After decades of strict prohibition that ignored cannabis’ long therapeutic history, efforts to legalize the plant have been gaining considerable traction in the United States. Although cannabis remains illegal at the federal level, as of December 2022, roughly three-quarters of states have operational, legal markets for medical use. This study draws on interviews with patients who use medical cannabis in four states: California, Colorado, Florida and Virginia. We focused on patients from these states to elucidate how different states’ policy environments and the persistent conflict with federal prohibition affect patients’ access to medical cannabis in distinct ways.

Study participants reported the following barriers to access: restrictions on purchase and consumption; limited choice of dispensaries and products; and cost. All of these factors were affected to some degree by policies, although the connection between policy and access was often indirect or unintentional. For example, expensive licensing fees for medical dispensaries may both driveup the cost of medical cannabis and make it much harder for businesses to operate in the medical market than in emerging recreational adult use markets, potentially reducing the variety of medically oriented products available.
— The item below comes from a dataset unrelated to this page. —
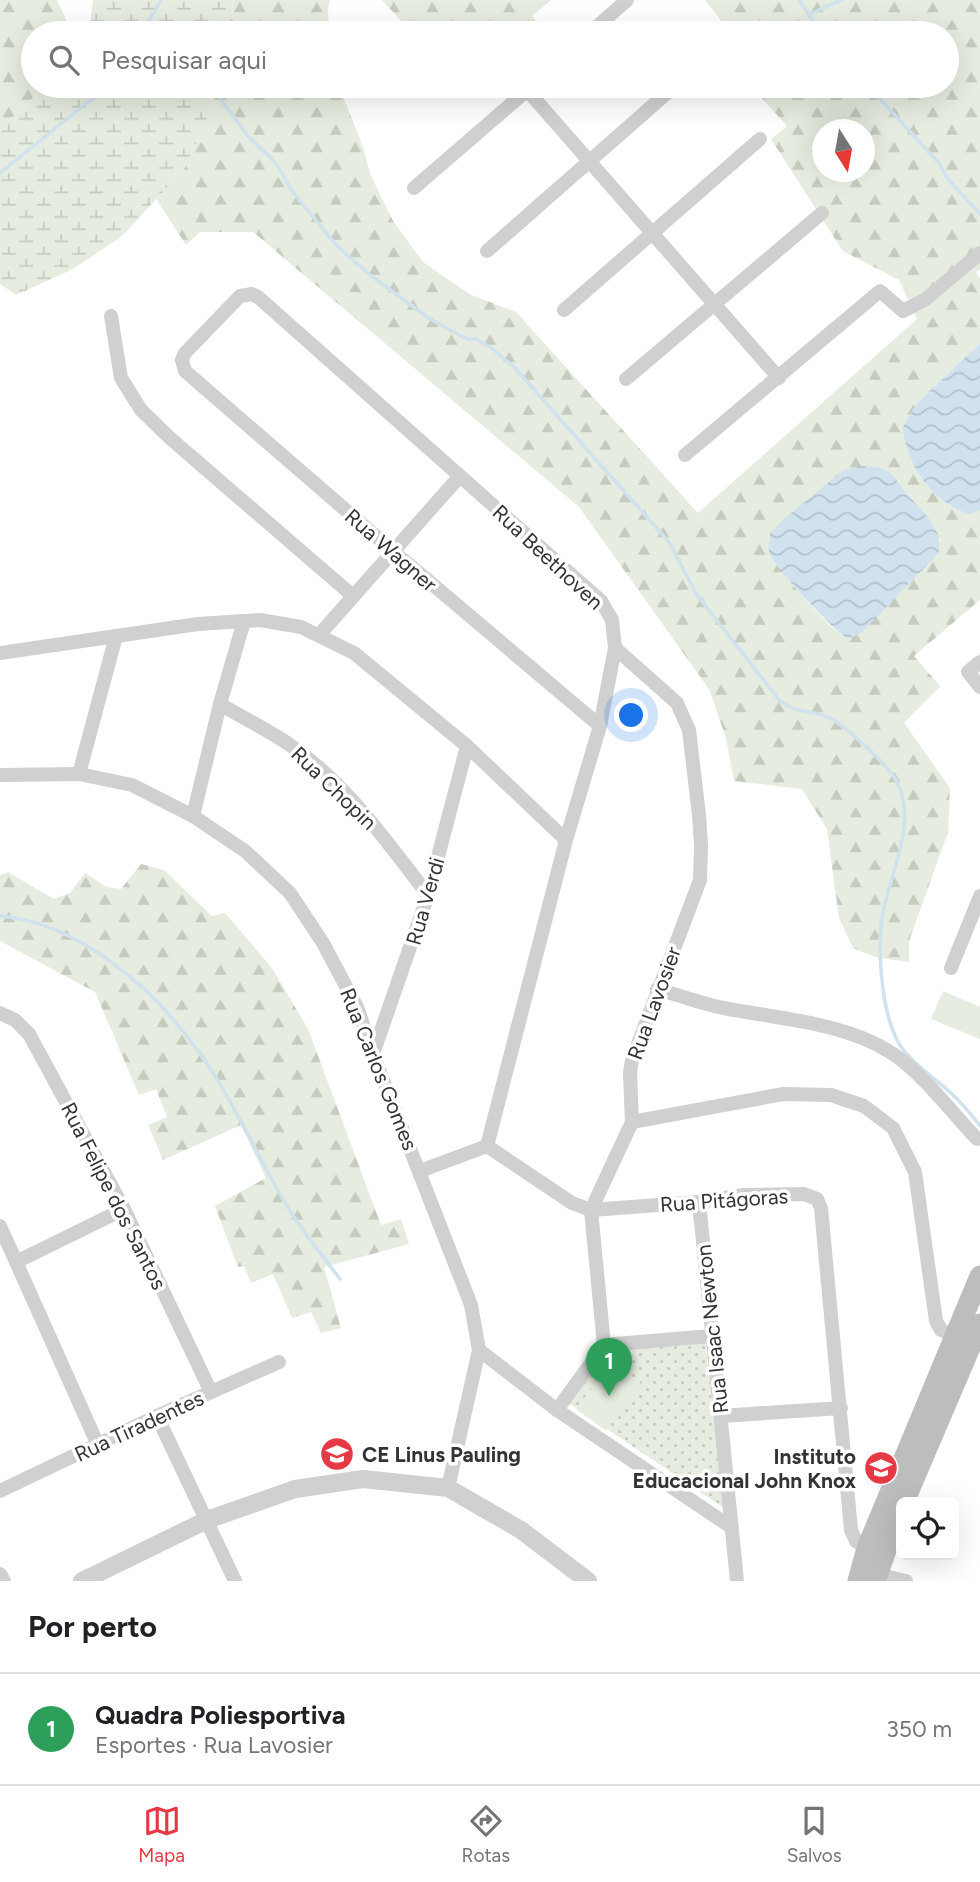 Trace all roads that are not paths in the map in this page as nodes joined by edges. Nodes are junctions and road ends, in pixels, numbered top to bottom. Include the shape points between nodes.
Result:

To combat these issues, which stem from overregulation, overtaxation and federal prohibition, we propose the implementation of smart medical cannabis policies that promote a safe, competitive market and facilitate patient choice. We recommend limited taxation; federal descheduling; the approval or protection of delivery and other innovative retail mechanisms; the elimination of too-low caps on purchase and possession; and licensing protections for health care providers who recommend medical cannabis in alignment with state law.